La reacción vino de todos los flancos, incluidos sus propios aliados. Riley Gaines, activista conservadora y voz del gobierno, preguntó: "¿Por qué? En serio, no logro entender por qué publicaría esto." La excongresista Marjorie Taylor Greene, en otro tiempo una de las aliadas más firmes de Trump, fue más lejos: "Es más que blasfemia. Es un espíritu de Anticristo."
Para el lunes por la mañana, la imagen ya había sido eliminada. Trump dijo que pensó que lo mostraba como médico, no como Jesús. "Solo los medios falsos podrían inventarse algo así", afirmó.
No es la primera vez. En mayo de 2025, tras la muerte del papa Francisco, Trump publicó una imagen de sí mismo vestido de Papa. Este patrón importa porque revela el grado de aislamiento político que la guerra está generando: cuando figuras como Greene y Gaines critican públicamente al presidente, algo cambió en la dinámica política estadounidense.

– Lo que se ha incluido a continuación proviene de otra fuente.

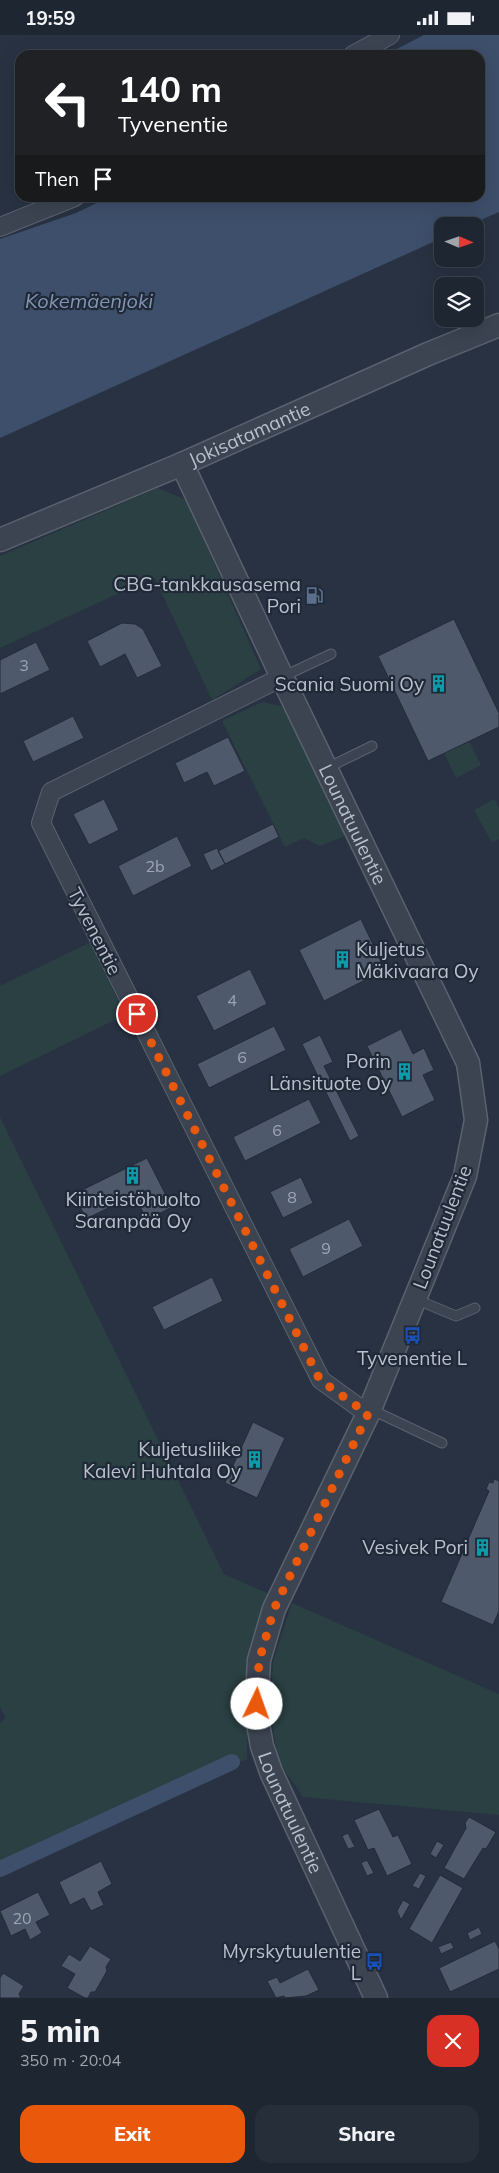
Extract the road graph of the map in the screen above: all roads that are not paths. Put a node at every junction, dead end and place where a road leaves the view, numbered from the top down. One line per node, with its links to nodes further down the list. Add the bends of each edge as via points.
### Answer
1 (390, 35): 2 (street)
2 (362, 50)
3 (62, 202): 4 (street)
4 (0, 227)
5 (499, 325): 6 (street, Jokisatamantie)
6 (182, 464): 7 (street, Jokisatamantie); 9 (street, Lounatuulentie)
7 (0, 540)
8 (331, 654): 9 (lane)
9 (282, 677): 11 (street, Lounatuulentie); 14 (street, Tyvenentie, via 51,792 40,823 320,1380)
10 (372, 746): 11 (lane)
11 (326, 769): 12 (street, Lounatuulentie, via 468,1063 476,1120 465,1176)
12 (415, 1299): 13 (lane, via 456,1316); 14 (street, Lounatuulentie)
13 (475, 1307)
14 (369, 1412): 15 (lane); 16 (street, Lounatuulentie, via 274,1609 259,1661 256,1713 270,1772)
15 (442, 1443)
16 (376, 1998)

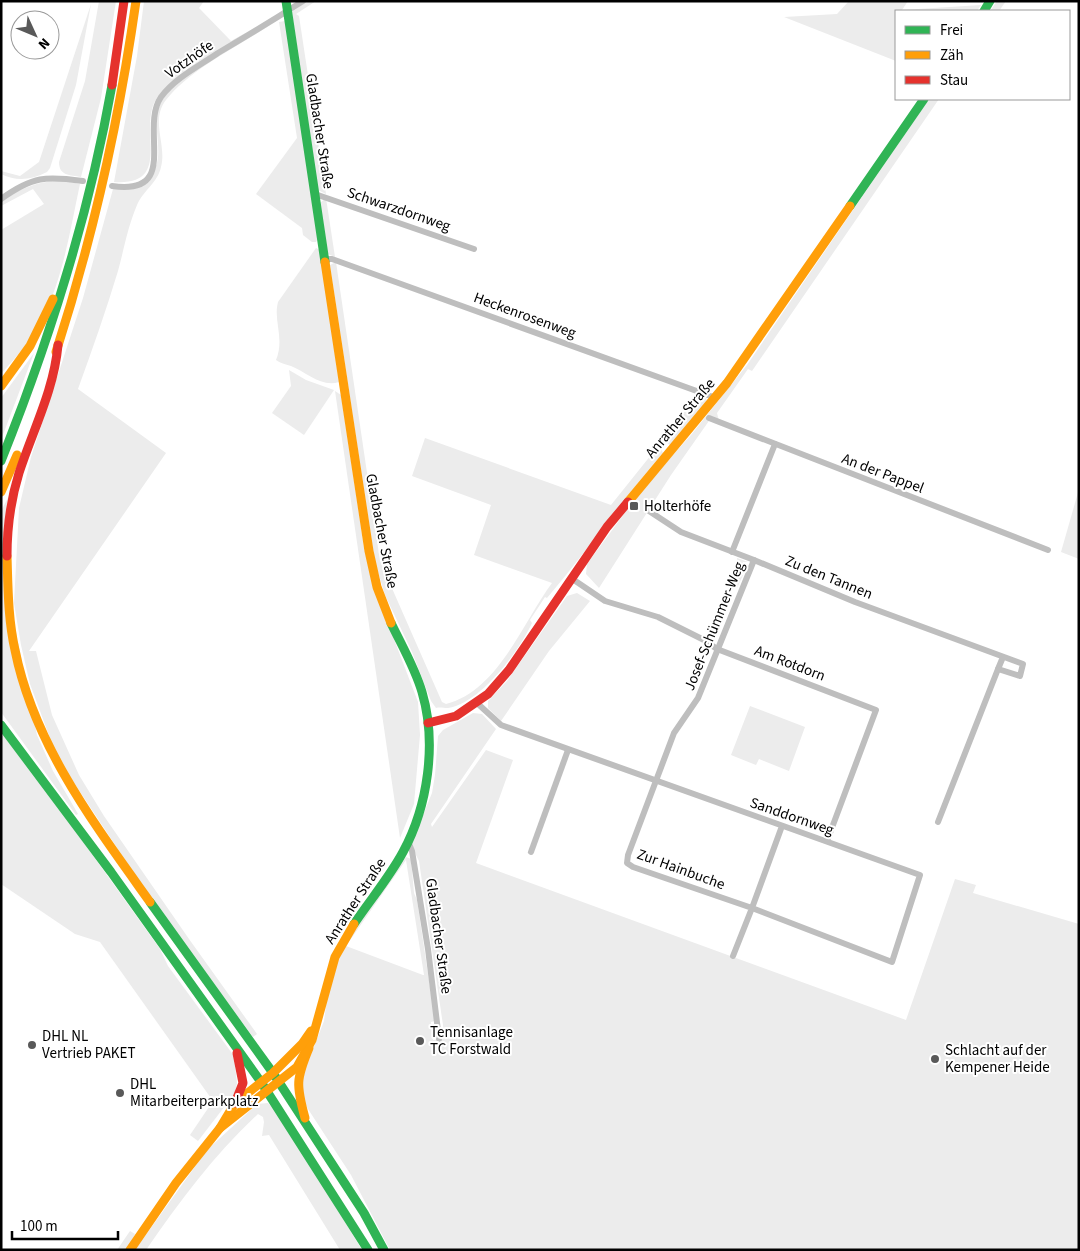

Escenario uno: el cese al fuego se extiende y las conversaciones continúan. Es el resultado más optimista. Según CNN, funcionarios estadounidenses ya discuten la posibilidad de una segunda reunión antes del 22 de abril y evalúan extender el plazo. Si el diálogo continúa, los precios de la energía podrían haber tocado techo. Para los inversionistas, es momento de reevaluar las posiciones defensivas en energía. Para los consumidores, los precios dejan de subir, pero no vuelven a bajar.
Escenario dos: el cese al fuego vence sin renovación, pero sin ataques inmediatos. El bloqueo sigue, el petróleo se mantiene entre cien y ciento veinte dólares. La crisis se convierte en la nueva normalidad. La escasez de fertilizantes golpea las cosechas del hemisferio norte. Es un escenario de protección: energía, commodities agrícolas, oro. Para quienes viven de un salario, el panorama es de apretón: precios en alza sin fecha de retorno.
Escenario tres: escalada militar. The Wall Street Journal informó que Trump considera ataques limitados contra Irán. Si eso ocurre, Irán ha prometido cerrar por completo tanto el estrecho de Ormuz como el de Bab el-Mandeb. El Dallas Fed estima que un cierre total de Ormuz durante un trimestre reduciría el crecimiento global en casi tres puntos porcentuales. Los analistas proyectan el petróleo entre ciento setenta y doscientos dólares por barril.
No pierda de vista el 22 de abril. Es la fecha en que vence el cese al fuego. Si usted invierte, mantenga liquidez. Si compra divisas, sepa que el dólar se ha fortalecido desde el inicio de la guerra. Si trabaja en comercio exterior o en el sector agrícola, siga de cerca el costo del flete marítimo. Y si nada de esto parece aplicarle, tenga en cuenta que el precio del pan, la gasolina y el mercado en la tienda de la esquina están ligados a lo que ocurre en el estrecho de Ormuz.
Nadie sabe qué viene después del 22 de abril. Pero ahora usted sabe qué está en juego.